I am not a mechanic (just a long-term motorcyclist), it may very well be that what I'm saying is totally inaccurate. Don't accept or upvote this unless you've confirmed this is actually a/the problem...

"CV" means "Constant Velocity". Paraphrased, and not 100% accurate, but: The idea is that when you open the throttle, you don't actually change your motorcycle's "throttle", you instead instruct the carburetor that you'd like it to change, but it doesn't actually change until intake manifold vacuum is such that the engine can consume the additional fuel and air. This is (more or less) controlled by the rubber diaphragm at the top of your carburetor.

Anyway: My best guess would be that either there is something wrong with the diaphragm, or that some foreign matter is interfering with its action.

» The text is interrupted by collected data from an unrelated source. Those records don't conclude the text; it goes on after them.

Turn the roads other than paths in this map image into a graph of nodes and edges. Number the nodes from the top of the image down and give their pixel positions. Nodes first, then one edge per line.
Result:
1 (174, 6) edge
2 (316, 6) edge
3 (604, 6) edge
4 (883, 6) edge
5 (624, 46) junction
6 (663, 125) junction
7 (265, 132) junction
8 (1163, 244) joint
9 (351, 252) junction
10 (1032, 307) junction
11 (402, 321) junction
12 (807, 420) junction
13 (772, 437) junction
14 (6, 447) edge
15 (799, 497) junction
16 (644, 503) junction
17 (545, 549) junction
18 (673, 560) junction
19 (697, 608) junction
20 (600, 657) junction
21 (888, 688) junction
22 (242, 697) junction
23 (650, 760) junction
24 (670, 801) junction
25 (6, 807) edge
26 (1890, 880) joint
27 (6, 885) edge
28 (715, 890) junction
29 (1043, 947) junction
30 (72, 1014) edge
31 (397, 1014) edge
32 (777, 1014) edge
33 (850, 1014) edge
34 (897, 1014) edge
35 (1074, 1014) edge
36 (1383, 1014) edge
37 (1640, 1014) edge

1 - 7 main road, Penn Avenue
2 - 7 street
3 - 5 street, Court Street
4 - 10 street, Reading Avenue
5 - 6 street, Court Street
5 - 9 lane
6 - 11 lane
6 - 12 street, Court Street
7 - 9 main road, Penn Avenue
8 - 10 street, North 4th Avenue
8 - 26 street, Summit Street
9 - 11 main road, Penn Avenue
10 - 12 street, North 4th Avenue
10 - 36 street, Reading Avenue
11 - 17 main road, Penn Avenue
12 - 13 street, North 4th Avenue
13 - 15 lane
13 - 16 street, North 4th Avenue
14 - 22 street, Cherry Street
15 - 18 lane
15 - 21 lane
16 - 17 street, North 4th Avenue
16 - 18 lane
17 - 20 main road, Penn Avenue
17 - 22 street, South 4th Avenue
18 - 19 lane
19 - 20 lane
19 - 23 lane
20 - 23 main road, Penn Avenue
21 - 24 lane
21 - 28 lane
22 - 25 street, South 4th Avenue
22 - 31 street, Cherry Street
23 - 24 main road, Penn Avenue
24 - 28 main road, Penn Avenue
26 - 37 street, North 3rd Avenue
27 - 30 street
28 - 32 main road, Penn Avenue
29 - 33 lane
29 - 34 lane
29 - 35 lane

You mention that you cleaned the carburetor, but when most people "clean" it, what they really do is run some cleaner through trying to get rid of fuel deposits. I would suggest going back into the carburetor. Check to make sure the rubber diaphragm moves up and down freely. Make sure it isn't cracked, make sure it isn't getting stiff because of age, and etcetera, and definitely make sure there isn't some small bit of goop that got past your fuel filter blocking smooth operation.

Having the diaphragm not return to it's natural position when the throttle is released would cause the same behavior as not releasing the throttle.

Also, you mention replacing the throttle cable. I'm assuming you double-checked to make sure that the throttle actually returns when you release the throttle grip. Just because it's new doesn't mean it's working properly. I honestly don't think this was your problem though.